__Problem statement__:
Nothing but an exact copy of the records below counts as the answer.

__Exercise data__:
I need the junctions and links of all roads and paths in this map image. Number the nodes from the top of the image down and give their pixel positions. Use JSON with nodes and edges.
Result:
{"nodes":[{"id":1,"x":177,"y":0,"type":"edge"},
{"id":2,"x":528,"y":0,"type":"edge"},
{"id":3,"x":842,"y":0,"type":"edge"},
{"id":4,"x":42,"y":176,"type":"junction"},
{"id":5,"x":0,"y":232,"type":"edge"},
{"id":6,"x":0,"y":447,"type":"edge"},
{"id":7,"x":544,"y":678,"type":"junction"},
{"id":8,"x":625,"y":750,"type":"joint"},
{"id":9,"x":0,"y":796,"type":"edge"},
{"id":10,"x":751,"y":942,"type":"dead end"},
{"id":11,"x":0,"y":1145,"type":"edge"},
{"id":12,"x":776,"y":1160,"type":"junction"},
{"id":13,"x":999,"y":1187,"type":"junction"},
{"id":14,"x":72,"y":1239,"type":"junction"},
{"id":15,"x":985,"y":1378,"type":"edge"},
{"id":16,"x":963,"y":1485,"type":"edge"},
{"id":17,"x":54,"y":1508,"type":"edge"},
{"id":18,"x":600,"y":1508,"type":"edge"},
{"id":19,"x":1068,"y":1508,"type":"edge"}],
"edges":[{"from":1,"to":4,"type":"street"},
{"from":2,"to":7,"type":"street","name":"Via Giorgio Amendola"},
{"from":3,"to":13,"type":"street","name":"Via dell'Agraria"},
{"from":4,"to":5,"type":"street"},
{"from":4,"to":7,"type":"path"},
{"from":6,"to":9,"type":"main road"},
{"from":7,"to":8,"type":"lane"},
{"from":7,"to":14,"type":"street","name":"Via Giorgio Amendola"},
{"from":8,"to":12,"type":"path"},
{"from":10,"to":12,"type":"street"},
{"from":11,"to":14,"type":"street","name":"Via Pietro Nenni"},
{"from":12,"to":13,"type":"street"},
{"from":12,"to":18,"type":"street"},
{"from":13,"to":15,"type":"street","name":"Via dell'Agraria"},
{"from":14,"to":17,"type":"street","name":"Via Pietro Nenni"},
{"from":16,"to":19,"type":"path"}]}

__Solution to this task__:
I need the junctions and links of all roads and paths in this map image. Number the nodes from the top of the image down and give their pixel positions. Use JSON with nodes and edges.
Result:
{"nodes":[{"id":1,"x":177,"y":0,"type":"edge"},
{"id":2,"x":528,"y":0,"type":"edge"},
{"id":3,"x":842,"y":0,"type":"edge"},
{"id":4,"x":42,"y":176,"type":"junction"},
{"id":5,"x":0,"y":232,"type":"edge"},
{"id":6,"x":0,"y":447,"type":"edge"},
{"id":7,"x":544,"y":678,"type":"junction"},
{"id":8,"x":625,"y":750,"type":"joint"},
{"id":9,"x":0,"y":796,"type":"edge"},
{"id":10,"x":751,"y":942,"type":"dead end"},
{"id":11,"x":0,"y":1145,"type":"edge"},
{"id":12,"x":776,"y":1160,"type":"junction"},
{"id":13,"x":999,"y":1187,"type":"junction"},
{"id":14,"x":72,"y":1239,"type":"junction"},
{"id":15,"x":985,"y":1378,"type":"edge"},
{"id":16,"x":963,"y":1485,"type":"edge"},
{"id":17,"x":54,"y":1508,"type":"edge"},
{"id":18,"x":600,"y":1508,"type":"edge"},
{"id":19,"x":1068,"y":1508,"type":"edge"}],
"edges":[{"from":1,"to":4,"type":"street"},
{"from":2,"to":7,"type":"street","name":"Via Giorgio Amendola"},
{"from":3,"to":13,"type":"street","name":"Via dell'Agraria"},
{"from":4,"to":5,"type":"street"},
{"from":4,"to":7,"type":"path"},
{"from":6,"to":9,"type":"main road"},
{"from":7,"to":8,"type":"lane"},
{"from":7,"to":14,"type":"street","name":"Via Giorgio Amendola"},
{"from":8,"to":12,"type":"path"},
{"from":10,"to":12,"type":"street"},
{"from":11,"to":14,"type":"street","name":"Via Pietro Nenni"},
{"from":12,"to":13,"type":"street"},
{"from":12,"to":18,"type":"street"},
{"from":13,"to":15,"type":"street","name":"Via dell'Agraria"},
{"from":14,"to":17,"type":"street","name":"Via Pietro Nenni"},
{"from":16,"to":19,"type":"path"}]}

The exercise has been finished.